> [Activity]: From the entries, copy each line that includes "Eunésio".

> [Given information]:
------------------------

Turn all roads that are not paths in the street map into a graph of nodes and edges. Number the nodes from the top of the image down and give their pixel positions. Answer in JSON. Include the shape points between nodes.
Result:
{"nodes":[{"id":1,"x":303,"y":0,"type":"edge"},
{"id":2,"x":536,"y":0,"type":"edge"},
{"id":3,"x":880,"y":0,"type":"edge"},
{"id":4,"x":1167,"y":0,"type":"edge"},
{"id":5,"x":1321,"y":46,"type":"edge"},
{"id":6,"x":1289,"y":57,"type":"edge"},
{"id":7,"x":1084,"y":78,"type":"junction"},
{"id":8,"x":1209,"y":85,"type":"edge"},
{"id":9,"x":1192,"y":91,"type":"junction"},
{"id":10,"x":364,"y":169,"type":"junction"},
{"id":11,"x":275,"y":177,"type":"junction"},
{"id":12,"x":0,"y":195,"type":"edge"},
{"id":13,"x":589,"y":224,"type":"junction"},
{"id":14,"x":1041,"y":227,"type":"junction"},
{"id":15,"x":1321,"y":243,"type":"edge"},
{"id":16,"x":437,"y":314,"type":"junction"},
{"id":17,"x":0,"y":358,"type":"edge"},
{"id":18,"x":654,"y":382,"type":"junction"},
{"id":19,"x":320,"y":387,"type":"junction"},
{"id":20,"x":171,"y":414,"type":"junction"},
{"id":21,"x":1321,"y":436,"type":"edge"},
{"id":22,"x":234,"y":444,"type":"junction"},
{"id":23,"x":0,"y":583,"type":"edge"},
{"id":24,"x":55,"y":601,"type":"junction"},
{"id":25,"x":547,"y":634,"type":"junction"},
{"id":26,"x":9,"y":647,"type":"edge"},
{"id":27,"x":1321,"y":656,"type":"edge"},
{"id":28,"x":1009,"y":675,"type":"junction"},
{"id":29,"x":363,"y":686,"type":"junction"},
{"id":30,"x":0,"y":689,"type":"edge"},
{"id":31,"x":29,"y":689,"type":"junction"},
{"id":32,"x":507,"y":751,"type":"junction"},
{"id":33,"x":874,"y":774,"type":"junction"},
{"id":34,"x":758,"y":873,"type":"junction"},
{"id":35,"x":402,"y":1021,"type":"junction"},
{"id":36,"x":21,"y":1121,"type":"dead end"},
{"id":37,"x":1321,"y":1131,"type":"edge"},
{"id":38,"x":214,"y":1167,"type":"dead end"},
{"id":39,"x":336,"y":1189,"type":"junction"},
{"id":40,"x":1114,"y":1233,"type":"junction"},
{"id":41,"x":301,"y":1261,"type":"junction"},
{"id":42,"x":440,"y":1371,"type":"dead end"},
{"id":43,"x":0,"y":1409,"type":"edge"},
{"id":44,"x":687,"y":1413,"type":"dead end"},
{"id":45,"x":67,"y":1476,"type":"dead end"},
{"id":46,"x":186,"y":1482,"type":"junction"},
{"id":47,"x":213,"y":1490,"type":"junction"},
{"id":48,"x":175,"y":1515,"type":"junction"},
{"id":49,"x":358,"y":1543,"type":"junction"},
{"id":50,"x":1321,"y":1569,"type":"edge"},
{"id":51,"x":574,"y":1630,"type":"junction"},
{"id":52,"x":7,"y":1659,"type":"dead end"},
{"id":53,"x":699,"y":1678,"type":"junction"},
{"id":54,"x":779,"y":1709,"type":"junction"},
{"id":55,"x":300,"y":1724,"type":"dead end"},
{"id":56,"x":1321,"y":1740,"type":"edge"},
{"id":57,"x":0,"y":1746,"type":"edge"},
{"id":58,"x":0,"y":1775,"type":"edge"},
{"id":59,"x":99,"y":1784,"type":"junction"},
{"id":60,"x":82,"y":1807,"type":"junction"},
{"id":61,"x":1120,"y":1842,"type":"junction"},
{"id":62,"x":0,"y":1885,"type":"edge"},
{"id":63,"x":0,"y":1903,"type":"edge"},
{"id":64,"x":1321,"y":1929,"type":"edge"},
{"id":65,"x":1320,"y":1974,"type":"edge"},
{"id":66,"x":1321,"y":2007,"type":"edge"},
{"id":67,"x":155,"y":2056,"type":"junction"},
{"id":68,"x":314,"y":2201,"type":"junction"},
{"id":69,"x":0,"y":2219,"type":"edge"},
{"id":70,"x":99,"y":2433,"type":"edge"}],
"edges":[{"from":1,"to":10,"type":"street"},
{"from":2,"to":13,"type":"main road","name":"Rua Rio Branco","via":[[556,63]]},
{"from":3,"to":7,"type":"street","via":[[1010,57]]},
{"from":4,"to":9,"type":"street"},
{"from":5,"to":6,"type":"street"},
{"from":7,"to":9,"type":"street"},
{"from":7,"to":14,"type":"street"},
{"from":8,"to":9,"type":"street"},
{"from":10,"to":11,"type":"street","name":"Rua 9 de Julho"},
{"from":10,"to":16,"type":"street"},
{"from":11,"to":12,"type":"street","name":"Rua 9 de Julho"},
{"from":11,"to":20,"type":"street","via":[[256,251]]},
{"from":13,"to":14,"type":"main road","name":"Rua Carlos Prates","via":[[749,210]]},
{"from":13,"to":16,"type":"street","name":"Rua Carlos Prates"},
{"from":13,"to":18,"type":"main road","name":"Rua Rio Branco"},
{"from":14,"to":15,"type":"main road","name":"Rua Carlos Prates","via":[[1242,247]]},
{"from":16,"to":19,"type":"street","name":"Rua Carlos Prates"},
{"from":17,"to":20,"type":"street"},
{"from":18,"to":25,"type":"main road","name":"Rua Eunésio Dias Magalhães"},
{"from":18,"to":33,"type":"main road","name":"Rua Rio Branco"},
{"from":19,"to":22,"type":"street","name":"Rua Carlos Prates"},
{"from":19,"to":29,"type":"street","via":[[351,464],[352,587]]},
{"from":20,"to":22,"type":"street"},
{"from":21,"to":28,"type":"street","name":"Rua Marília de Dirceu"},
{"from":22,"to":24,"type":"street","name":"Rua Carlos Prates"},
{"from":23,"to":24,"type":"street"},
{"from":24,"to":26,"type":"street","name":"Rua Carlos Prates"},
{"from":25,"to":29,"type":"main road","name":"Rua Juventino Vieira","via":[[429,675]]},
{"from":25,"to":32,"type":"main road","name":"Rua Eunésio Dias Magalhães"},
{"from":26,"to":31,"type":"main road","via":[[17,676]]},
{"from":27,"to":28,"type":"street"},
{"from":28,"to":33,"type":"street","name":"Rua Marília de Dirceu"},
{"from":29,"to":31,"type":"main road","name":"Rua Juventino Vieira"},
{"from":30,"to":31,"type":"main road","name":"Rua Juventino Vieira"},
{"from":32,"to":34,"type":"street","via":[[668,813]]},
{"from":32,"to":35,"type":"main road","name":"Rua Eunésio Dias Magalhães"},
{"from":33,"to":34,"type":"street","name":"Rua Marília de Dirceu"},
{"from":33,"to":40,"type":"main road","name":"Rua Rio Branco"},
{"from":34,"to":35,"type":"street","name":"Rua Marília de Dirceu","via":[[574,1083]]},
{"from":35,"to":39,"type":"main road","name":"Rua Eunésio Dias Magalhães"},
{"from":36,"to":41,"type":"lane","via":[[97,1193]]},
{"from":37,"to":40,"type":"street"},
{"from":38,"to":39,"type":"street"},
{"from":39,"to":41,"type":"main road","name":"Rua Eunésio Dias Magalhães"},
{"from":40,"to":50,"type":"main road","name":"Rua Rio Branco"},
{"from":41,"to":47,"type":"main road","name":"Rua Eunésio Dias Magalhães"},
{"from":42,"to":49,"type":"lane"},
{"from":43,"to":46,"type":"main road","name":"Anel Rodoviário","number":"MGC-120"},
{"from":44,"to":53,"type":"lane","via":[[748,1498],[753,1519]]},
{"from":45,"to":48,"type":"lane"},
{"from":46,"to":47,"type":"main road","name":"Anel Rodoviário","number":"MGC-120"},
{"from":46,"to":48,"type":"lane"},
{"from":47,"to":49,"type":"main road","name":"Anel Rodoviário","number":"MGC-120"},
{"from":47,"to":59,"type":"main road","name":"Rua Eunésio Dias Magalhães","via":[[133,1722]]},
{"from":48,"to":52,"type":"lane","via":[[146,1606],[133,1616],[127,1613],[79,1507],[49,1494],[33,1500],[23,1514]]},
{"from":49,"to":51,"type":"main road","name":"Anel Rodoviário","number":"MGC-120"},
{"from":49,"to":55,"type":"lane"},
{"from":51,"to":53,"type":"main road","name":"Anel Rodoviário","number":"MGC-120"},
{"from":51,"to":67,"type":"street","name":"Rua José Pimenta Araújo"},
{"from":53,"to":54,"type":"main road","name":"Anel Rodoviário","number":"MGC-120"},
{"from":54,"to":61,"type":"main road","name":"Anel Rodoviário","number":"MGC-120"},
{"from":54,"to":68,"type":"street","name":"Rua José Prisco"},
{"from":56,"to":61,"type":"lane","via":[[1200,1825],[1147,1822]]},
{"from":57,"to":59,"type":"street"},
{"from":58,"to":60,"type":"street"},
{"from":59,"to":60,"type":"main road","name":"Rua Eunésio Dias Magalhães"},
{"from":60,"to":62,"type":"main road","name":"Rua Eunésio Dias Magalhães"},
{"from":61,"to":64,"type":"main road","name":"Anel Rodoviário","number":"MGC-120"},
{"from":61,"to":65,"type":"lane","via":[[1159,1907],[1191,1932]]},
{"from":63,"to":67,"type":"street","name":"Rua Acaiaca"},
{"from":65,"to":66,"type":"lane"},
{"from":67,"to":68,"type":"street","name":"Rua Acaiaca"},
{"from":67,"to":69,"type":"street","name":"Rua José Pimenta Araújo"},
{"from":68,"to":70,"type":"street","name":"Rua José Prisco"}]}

------------------------

> [Written response]:
{"from":18,"to":25,"type":"main road","name":"Rua Eunésio Dias Magalhães"},
{"from":25,"to":32,"type":"main road","name":"Rua Eunésio Dias Magalhães"},
{"from":32,"to":35,"type":"main road","name":"Rua Eunésio Dias Magalhães"},
{"from":35,"to":39,"type":"main road","name":"Rua Eunésio Dias Magalhães"},
{"from":39,"to":41,"type":"main road","name":"Rua Eunésio Dias Magalhães"},
{"from":41,"to":47,"type":"main road","name":"Rua Eunésio Dias Magalhães"},
{"from":47,"to":59,"type":"main road","name":"Rua Eunésio Dias Magalhães","via":[[133,1722]]},
{"from":59,"to":60,"type":"main road","name":"Rua Eunésio Dias Magalhães"},
{"from":60,"to":62,"type":"main road","name":"Rua Eunésio Dias Magalhães"},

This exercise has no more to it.